I do love coaching strengths, yet secretly love and crave more, as all coaches do.

Talent.

Great movies love to depict the classic inspirational story of the semi-retired coach or trainer who comes back into the game to develop a wild, raw undeveloped talent into something solid, something strong.  Million Dollar Baby, The Karate Kid, Rocky, Any Given Sunday, Tin Cup, A League of Their Own, The Replacements, even Star Wars

There’s something different there- much more intriguing, exciting and possible.  This is why my favorite work is with youth vs. adults- it’s much more about working with the talent itself and honing while exploding it vs. working to clear away the layers of stuff on top of it.

Raw talent all by itself is a different thing- it’s trickier.  It’s less predictable and a little rougher around the edges than a bona-fide strength.  Talents can absolutely develop into strengths through deliberate or naturally occurring practice and investment- think Tiger Woods spending more practice time than those with half his talent, because he gets the deliberate path.  How that talent gets developed is one of my favorite topics to think about, coach and experiment with.  Different personalities need to approach it different ways. An awesome article today powerfully shows how even at the top- among the best of the best of the best in a particular field of talent, this happens differently.
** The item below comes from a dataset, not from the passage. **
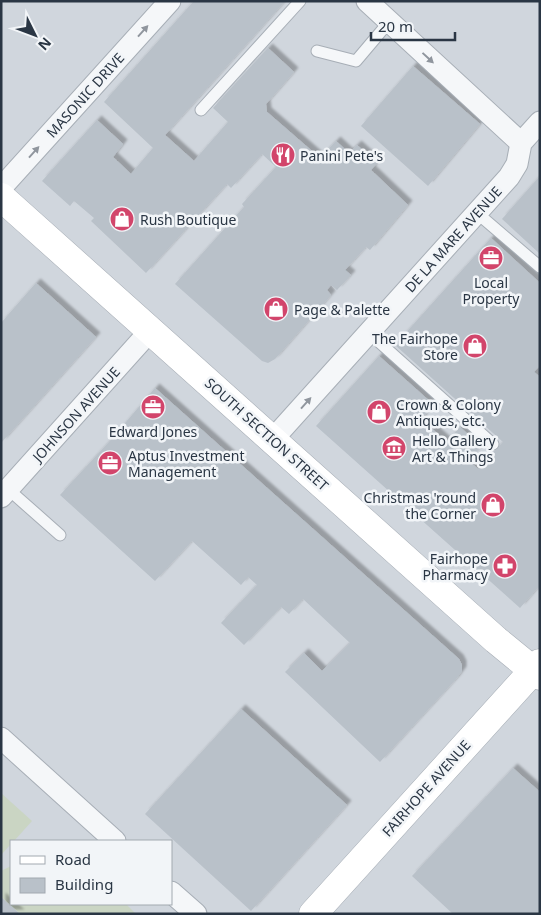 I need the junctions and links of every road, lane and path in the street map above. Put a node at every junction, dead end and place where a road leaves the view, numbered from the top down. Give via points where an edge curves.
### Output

But it starts with one thing, which is the most important part… realizing that you have the talent, then deciding that you want more and are ready to explode it into a strength. Maybe it’s just manifesting as an unsettledness now- pay attention to that feeling, and dig into it a little further. Then find the coach, the environment, the team, the training to shape it.  You can do this, and you should, only because you know deep-down that you can, and if you don’t you’ll be forever haunted by “what if I had…”

There’s one more piece in the getting-your-own-talent puzzle, even though it deserves its own day and post.  Personally, I always come back to the most basic piece in developing talent and reaching mastery in any arena- surround yourself with those who ask more of you than you do of yourself.  That means people who challenge you to not just be happy with what you’ve always done, but pushing you to get better, go farther, dig deeper- all from a true commitment to what’s possible in you because they get your talent.  Of course having a good coach or mentor is important, but it’s just as important to look at who else you’re surrounding yourself with.

Pay attention to your unsettledness, consider your own level of talent and mastery, check out who you’re surrounding yourself with, and start building your strength. It’s time.